Task description:
Where a line of the records holds the string "view", copy that line.

==== Material shown ====

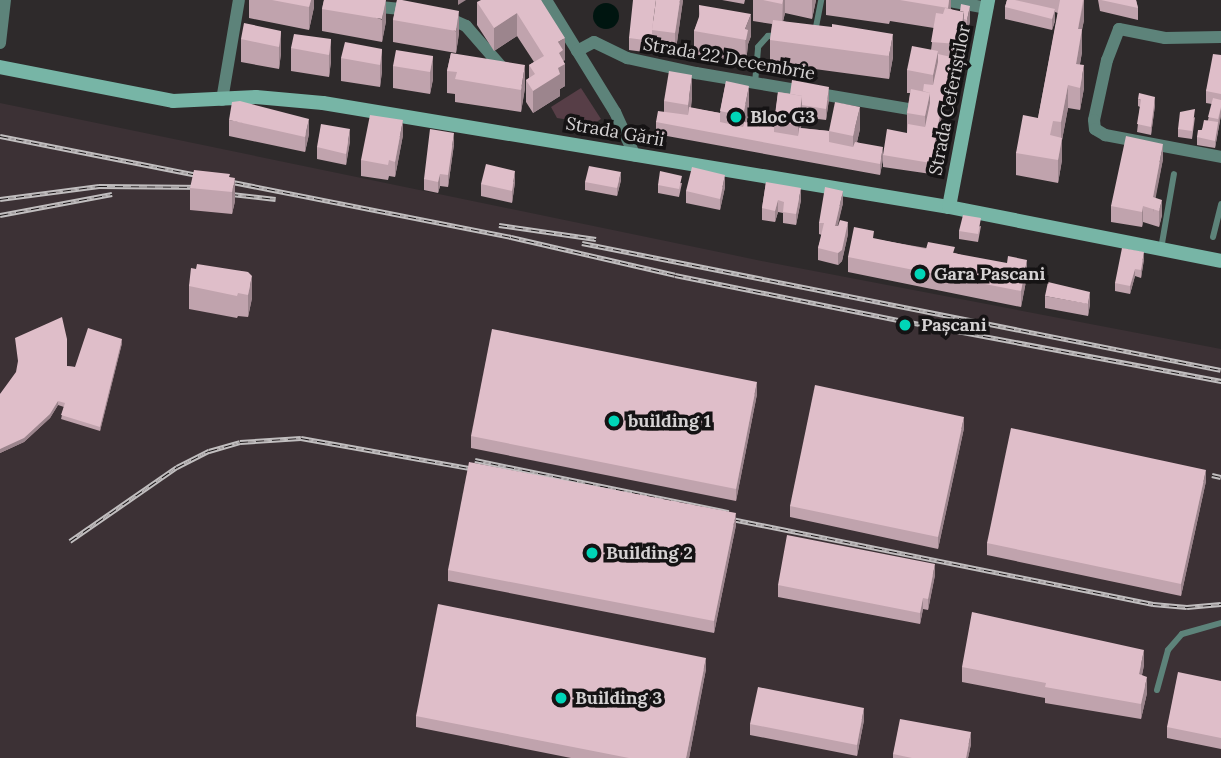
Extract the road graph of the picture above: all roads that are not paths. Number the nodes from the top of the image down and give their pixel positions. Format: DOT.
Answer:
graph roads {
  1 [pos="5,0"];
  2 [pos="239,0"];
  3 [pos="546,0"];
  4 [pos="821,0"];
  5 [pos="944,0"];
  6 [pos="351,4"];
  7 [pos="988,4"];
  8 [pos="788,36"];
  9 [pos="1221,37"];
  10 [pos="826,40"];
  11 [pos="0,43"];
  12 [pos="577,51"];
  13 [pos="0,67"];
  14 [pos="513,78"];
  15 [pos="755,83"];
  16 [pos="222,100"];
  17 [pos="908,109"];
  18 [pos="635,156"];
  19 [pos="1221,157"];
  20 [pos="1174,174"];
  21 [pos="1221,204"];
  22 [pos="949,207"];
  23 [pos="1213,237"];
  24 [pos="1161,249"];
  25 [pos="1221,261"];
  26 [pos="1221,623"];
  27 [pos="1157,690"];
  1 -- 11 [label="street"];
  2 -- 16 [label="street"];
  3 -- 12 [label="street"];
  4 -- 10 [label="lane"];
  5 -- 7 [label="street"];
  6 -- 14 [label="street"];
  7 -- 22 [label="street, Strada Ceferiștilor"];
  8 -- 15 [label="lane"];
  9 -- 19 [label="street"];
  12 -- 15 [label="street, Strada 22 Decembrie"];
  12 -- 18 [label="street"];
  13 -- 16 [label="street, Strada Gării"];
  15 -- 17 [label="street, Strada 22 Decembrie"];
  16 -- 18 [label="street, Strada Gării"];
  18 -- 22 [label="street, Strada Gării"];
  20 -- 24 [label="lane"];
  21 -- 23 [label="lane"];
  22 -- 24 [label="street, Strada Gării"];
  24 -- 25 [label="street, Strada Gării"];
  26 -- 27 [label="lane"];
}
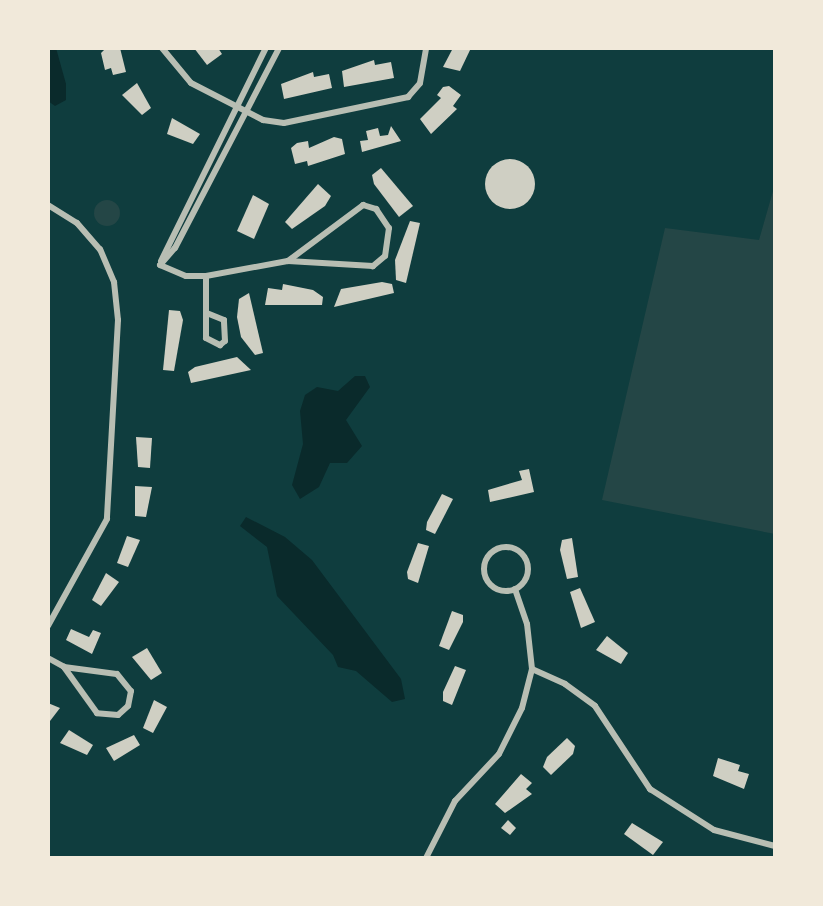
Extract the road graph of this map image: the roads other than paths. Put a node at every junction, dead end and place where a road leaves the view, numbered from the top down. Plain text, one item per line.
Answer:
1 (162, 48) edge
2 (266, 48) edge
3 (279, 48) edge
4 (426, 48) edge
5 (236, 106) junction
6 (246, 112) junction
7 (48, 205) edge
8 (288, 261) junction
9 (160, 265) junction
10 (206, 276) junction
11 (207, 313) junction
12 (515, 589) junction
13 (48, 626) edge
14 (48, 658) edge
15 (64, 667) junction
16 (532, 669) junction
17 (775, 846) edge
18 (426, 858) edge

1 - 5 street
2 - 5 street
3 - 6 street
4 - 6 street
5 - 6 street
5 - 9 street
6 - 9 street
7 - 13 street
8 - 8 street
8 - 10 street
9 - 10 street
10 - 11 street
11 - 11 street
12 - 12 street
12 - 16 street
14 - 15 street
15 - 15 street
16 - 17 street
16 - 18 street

====
==== Material shown ====

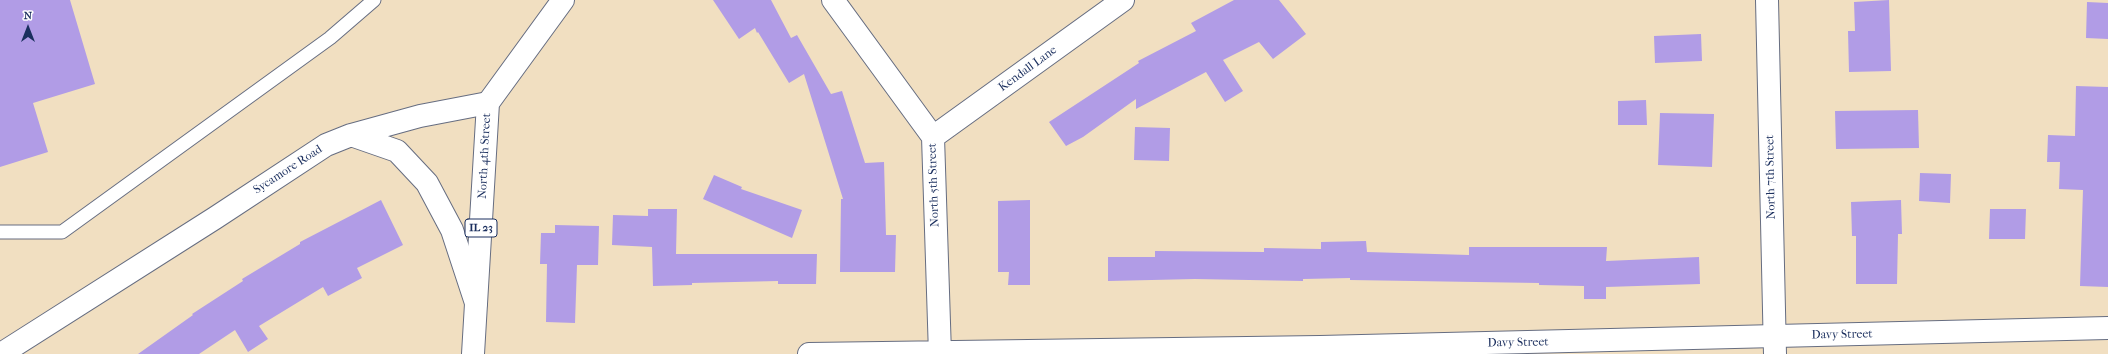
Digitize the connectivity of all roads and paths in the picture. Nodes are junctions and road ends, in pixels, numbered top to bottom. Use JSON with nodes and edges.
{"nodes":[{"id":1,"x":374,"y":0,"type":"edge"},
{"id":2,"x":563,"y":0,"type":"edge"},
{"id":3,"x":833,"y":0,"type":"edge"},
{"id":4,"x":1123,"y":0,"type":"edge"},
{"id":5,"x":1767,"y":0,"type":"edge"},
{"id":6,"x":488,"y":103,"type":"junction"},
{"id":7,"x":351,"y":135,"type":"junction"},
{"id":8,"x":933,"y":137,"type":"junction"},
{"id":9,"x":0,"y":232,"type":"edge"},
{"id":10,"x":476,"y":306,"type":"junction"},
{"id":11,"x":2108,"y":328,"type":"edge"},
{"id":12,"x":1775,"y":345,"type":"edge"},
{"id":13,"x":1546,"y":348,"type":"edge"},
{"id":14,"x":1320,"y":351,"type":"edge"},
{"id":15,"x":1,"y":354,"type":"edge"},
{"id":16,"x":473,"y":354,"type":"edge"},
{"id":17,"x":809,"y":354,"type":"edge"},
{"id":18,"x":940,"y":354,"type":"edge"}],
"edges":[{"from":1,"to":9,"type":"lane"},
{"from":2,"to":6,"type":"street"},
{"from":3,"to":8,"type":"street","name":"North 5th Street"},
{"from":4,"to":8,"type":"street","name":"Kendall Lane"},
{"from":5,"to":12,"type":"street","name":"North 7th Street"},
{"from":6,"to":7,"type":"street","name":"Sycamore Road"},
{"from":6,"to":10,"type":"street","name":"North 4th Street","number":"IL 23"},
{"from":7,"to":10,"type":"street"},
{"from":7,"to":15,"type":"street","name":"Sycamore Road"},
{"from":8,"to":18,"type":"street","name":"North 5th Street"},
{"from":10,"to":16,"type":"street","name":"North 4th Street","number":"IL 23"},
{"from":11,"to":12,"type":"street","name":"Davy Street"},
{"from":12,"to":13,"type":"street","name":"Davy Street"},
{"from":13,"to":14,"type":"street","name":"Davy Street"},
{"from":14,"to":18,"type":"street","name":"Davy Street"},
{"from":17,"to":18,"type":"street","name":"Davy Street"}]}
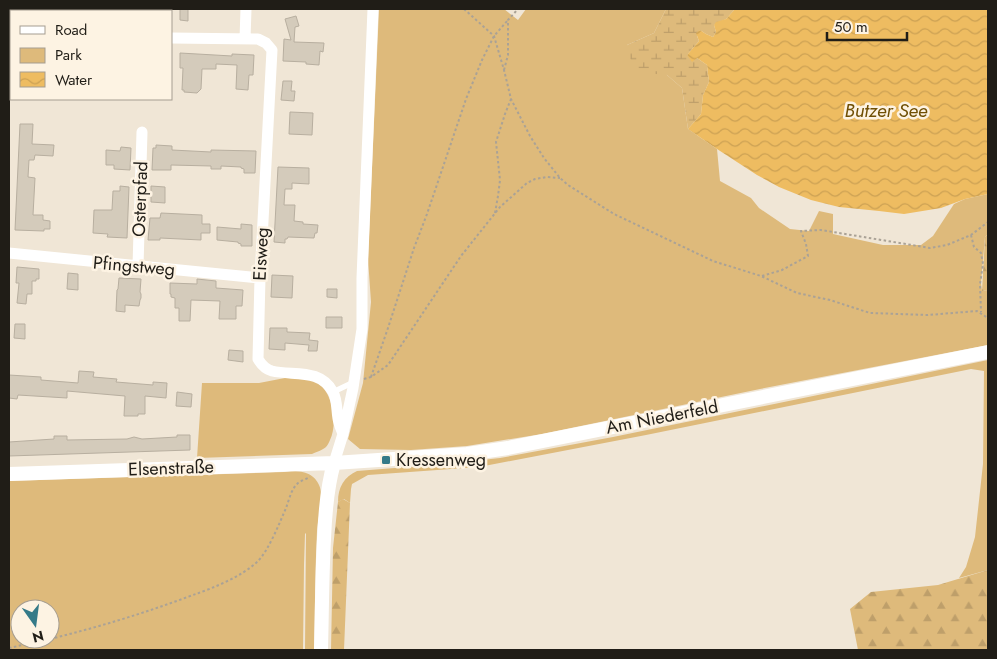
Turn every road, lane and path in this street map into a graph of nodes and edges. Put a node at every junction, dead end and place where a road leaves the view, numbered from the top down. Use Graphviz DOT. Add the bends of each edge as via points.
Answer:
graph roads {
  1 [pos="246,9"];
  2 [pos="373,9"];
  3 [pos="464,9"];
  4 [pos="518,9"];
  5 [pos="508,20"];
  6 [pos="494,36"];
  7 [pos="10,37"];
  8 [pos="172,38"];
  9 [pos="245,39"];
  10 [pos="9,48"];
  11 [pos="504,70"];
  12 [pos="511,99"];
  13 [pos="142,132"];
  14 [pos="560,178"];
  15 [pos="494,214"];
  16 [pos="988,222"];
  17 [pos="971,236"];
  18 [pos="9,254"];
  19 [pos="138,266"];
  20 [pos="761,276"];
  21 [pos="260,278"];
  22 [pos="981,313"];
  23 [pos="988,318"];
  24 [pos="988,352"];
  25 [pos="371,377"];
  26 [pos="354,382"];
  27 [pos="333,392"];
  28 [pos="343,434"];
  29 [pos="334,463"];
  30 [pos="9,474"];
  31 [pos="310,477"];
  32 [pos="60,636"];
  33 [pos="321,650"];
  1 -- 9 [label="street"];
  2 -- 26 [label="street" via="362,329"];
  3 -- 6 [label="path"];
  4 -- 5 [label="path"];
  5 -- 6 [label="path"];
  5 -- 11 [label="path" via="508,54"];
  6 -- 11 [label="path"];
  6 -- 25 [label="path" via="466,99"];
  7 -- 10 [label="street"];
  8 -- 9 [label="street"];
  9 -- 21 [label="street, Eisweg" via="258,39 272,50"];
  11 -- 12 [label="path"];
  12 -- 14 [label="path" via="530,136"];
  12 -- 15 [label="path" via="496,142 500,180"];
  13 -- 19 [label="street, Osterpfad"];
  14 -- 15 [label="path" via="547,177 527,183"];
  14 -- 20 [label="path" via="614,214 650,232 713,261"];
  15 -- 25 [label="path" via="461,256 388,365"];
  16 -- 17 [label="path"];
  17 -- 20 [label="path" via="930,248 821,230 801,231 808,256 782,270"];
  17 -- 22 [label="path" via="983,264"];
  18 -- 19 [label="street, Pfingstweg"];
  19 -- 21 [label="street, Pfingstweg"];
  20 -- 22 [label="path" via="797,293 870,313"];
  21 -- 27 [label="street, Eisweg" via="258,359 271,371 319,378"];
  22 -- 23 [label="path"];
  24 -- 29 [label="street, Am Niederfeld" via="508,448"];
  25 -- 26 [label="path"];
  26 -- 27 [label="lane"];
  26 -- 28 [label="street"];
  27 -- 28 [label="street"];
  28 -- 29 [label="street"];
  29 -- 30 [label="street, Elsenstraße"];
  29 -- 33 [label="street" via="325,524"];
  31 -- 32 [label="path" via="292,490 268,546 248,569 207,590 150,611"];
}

====
==== Material shown ====

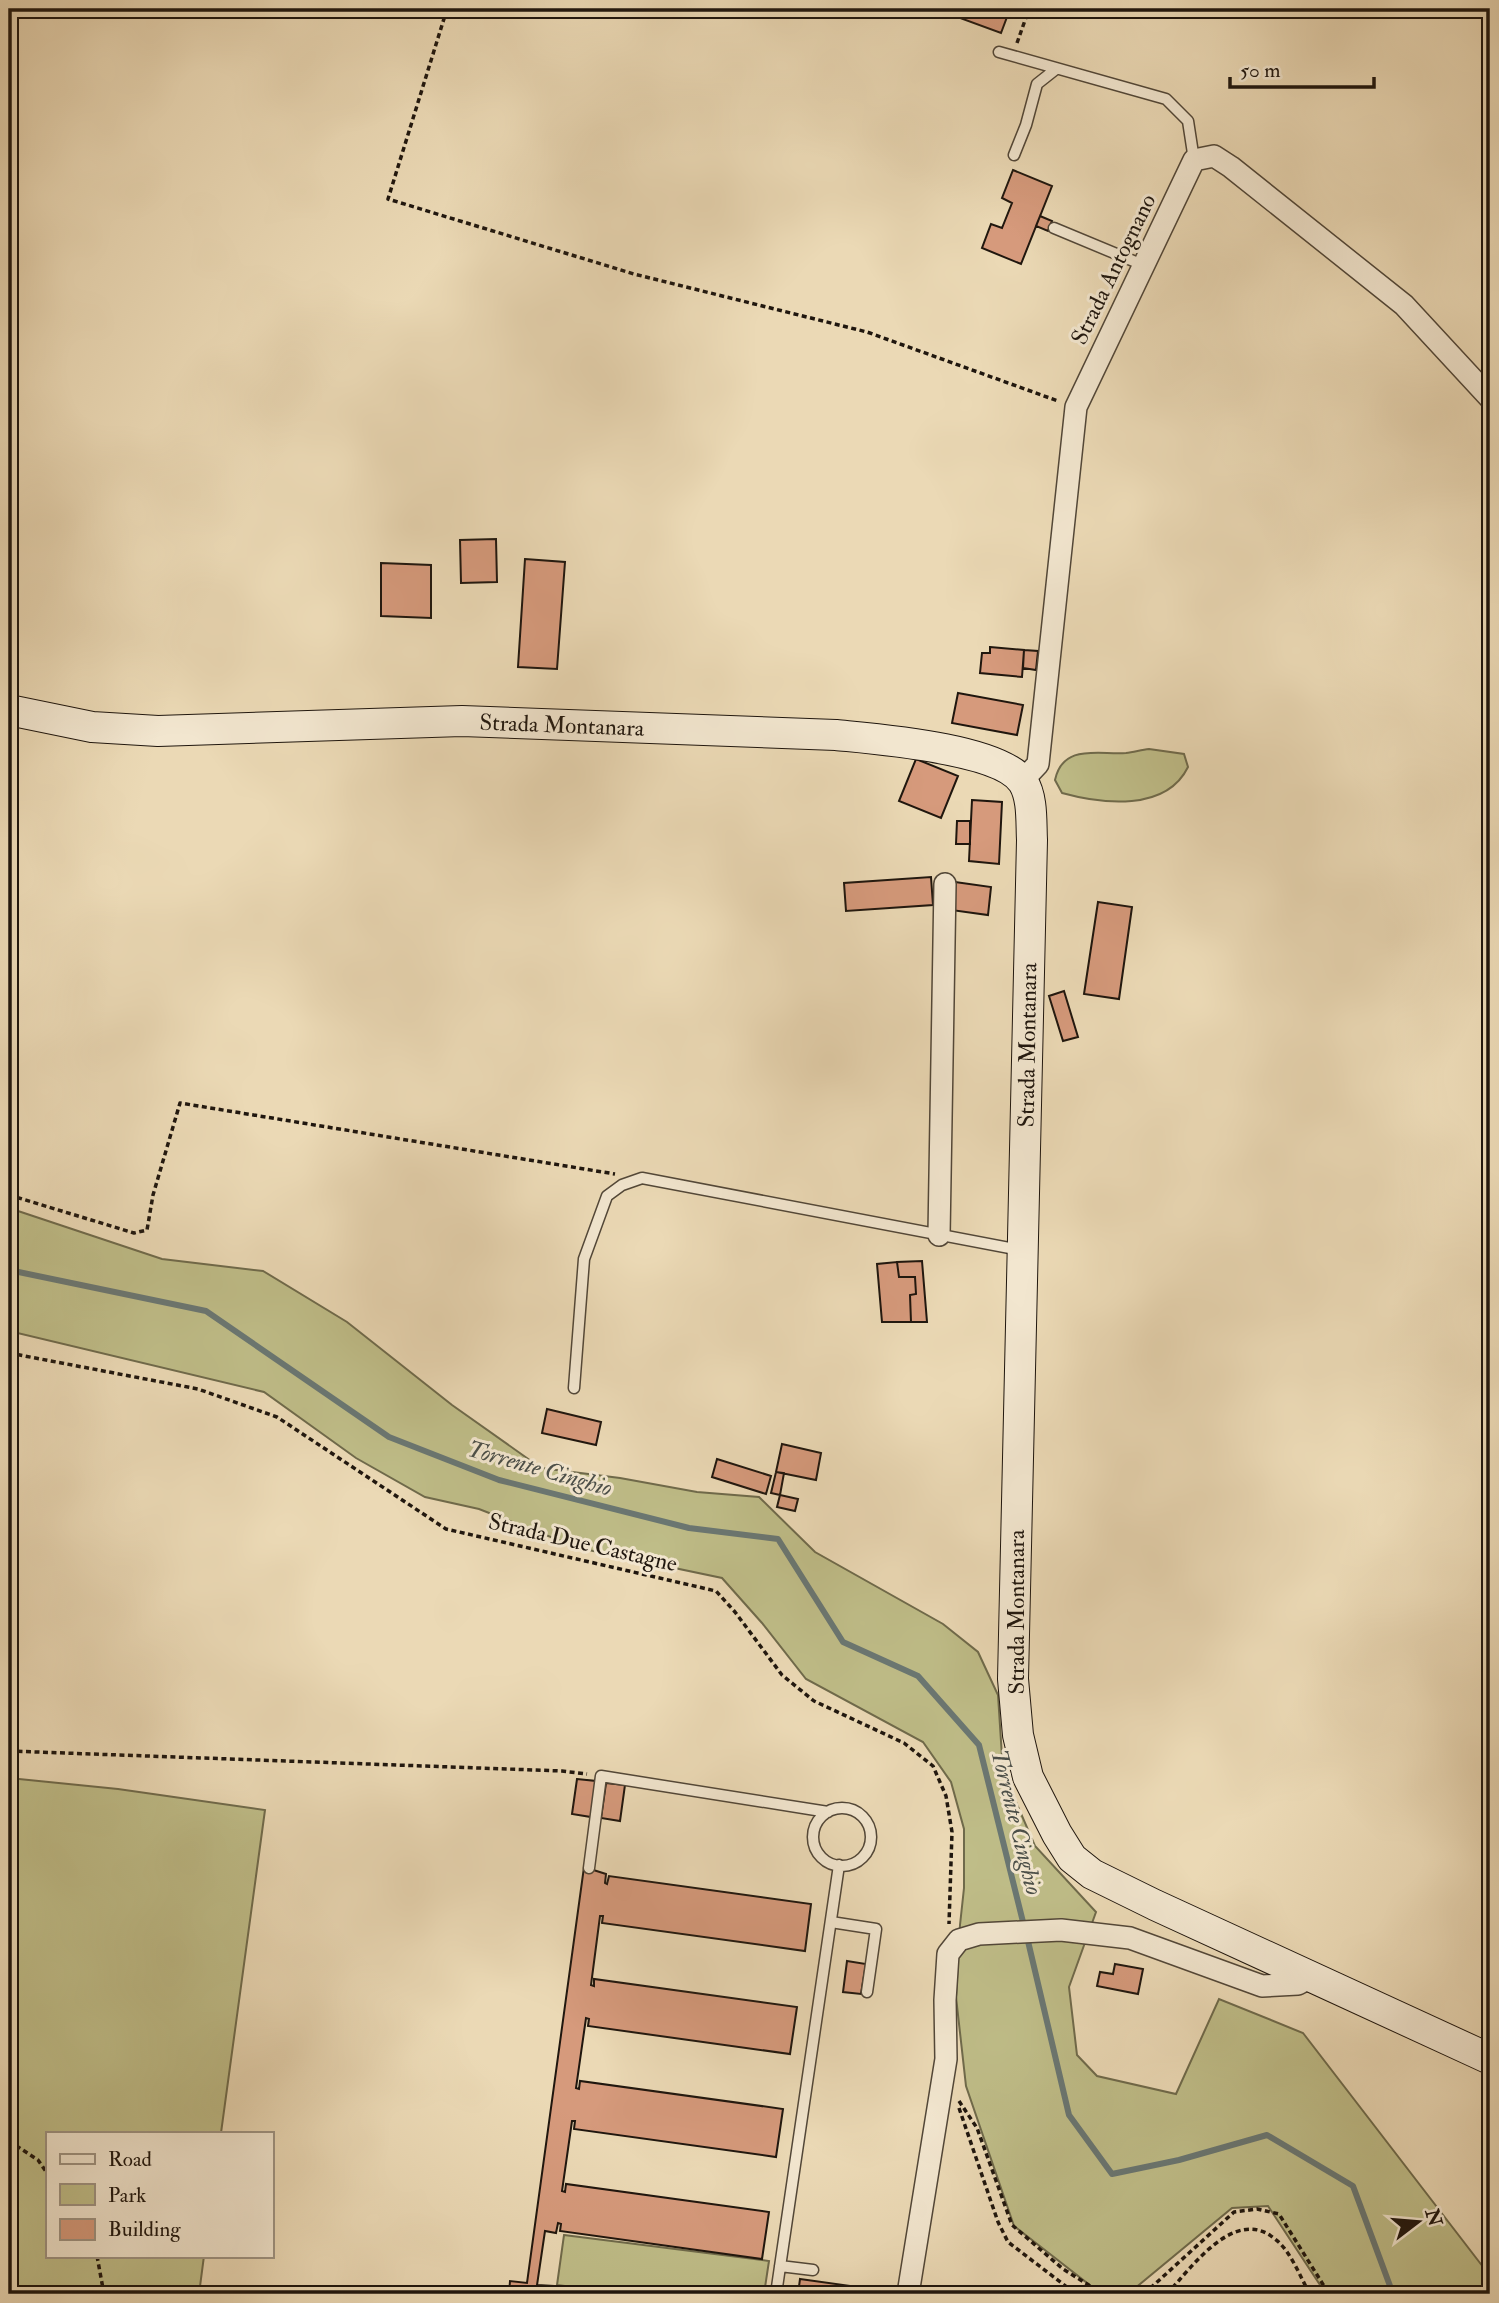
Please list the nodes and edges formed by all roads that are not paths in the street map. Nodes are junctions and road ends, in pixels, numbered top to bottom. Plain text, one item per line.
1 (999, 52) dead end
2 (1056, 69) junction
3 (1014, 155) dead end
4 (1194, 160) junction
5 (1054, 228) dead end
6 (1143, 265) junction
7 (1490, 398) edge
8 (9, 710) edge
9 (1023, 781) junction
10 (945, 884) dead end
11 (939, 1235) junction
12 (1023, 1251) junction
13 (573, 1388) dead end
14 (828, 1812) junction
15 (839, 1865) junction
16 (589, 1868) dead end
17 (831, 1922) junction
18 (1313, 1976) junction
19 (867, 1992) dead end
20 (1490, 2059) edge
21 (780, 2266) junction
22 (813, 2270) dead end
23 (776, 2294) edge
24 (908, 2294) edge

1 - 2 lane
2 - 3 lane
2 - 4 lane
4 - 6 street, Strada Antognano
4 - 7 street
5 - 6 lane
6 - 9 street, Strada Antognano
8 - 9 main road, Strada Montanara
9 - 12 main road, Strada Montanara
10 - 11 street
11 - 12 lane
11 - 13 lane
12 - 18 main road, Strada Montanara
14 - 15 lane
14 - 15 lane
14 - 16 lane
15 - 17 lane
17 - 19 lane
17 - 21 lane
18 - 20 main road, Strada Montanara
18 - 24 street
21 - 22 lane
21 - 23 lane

====

Written answer:
Extract the road graph of this map image: the roads other than paths. Put a node at every junction, dead end and place where a road leaves the view, numbered from the top down. Plain text, one item per line.
Turn every road, lane and path in this street map into a graph of nodes and edges. Put a node at every junction, dead end and place where a road leaves the view, numbered from the top down. Use Graphviz DOT. Add the bends of each edge as via points.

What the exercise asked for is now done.